Add that to the two tires slashed last month by my upper neighbor, fighting with Social Security for my money, dealing with HUD inspections and relitors who expect my apartment to be as pristine as the day I walked in (bullshit, I DO have to live here!), plus dying pets and missing others it's hard to remember why I used to look forward to waking up in the morning.

At least January is looking better. I turn 21 then, and auditons are coming up for that season's play. Probably won't even audition but it's something to look forward to...or not. Melody S. should be free by then and that would be a bit tragic to go up against her. Bloody bitch. Why did she even have to move here? Now everywhere I turn I see her annoying face. Just because she's small and cute she gets all the parts and I'm stuck as the fucking stage manager again.

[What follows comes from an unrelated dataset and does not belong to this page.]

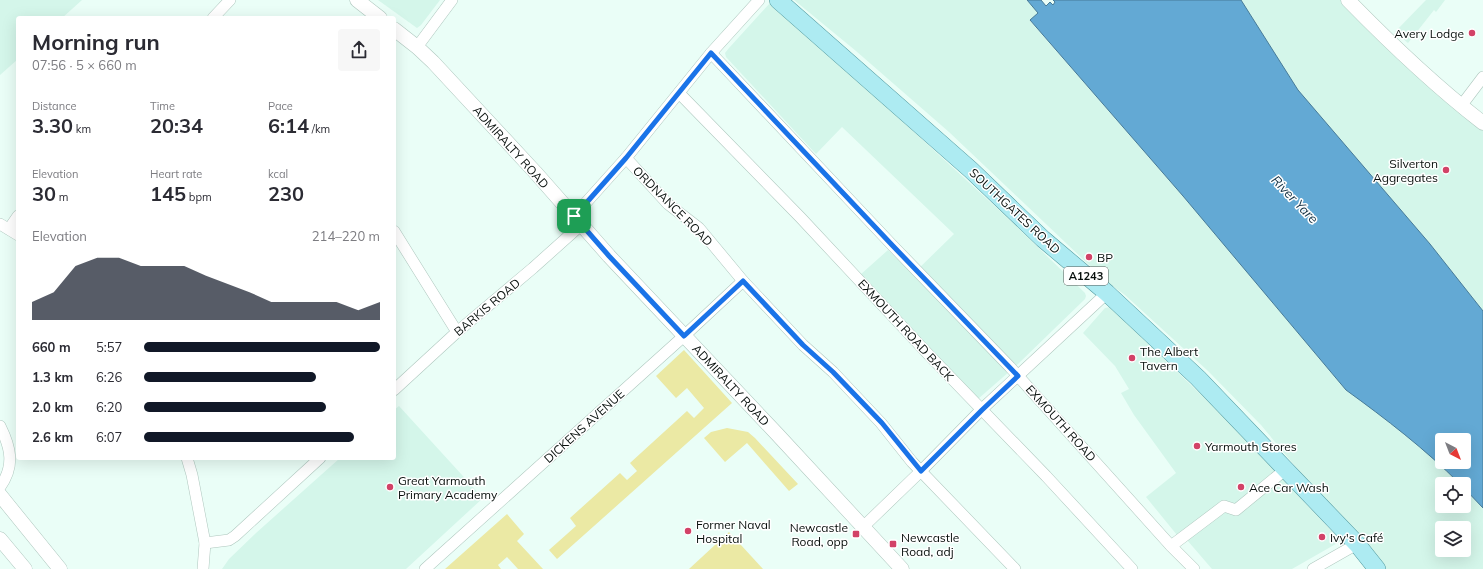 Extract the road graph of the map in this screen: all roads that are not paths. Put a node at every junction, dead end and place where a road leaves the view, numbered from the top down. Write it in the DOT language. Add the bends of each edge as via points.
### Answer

Wish she would have stayed at the Acadamy rather then come here. The flu's giving me a bout of voice trouble anyway so it might not even be worth it to go out to the theatre only to spend another three monthes stairing at Melody's feet.

Great, now I'm bitter and depressed, and I'm normally such a cheerful person. God I hate this buisness, brings out the words of us. I feel like a dog on parade when I go to auditions and then I get so bitter afterwards. But it's my only talent really, lying and hiding in roles long forgotten in the expanse of time...the only gift I have.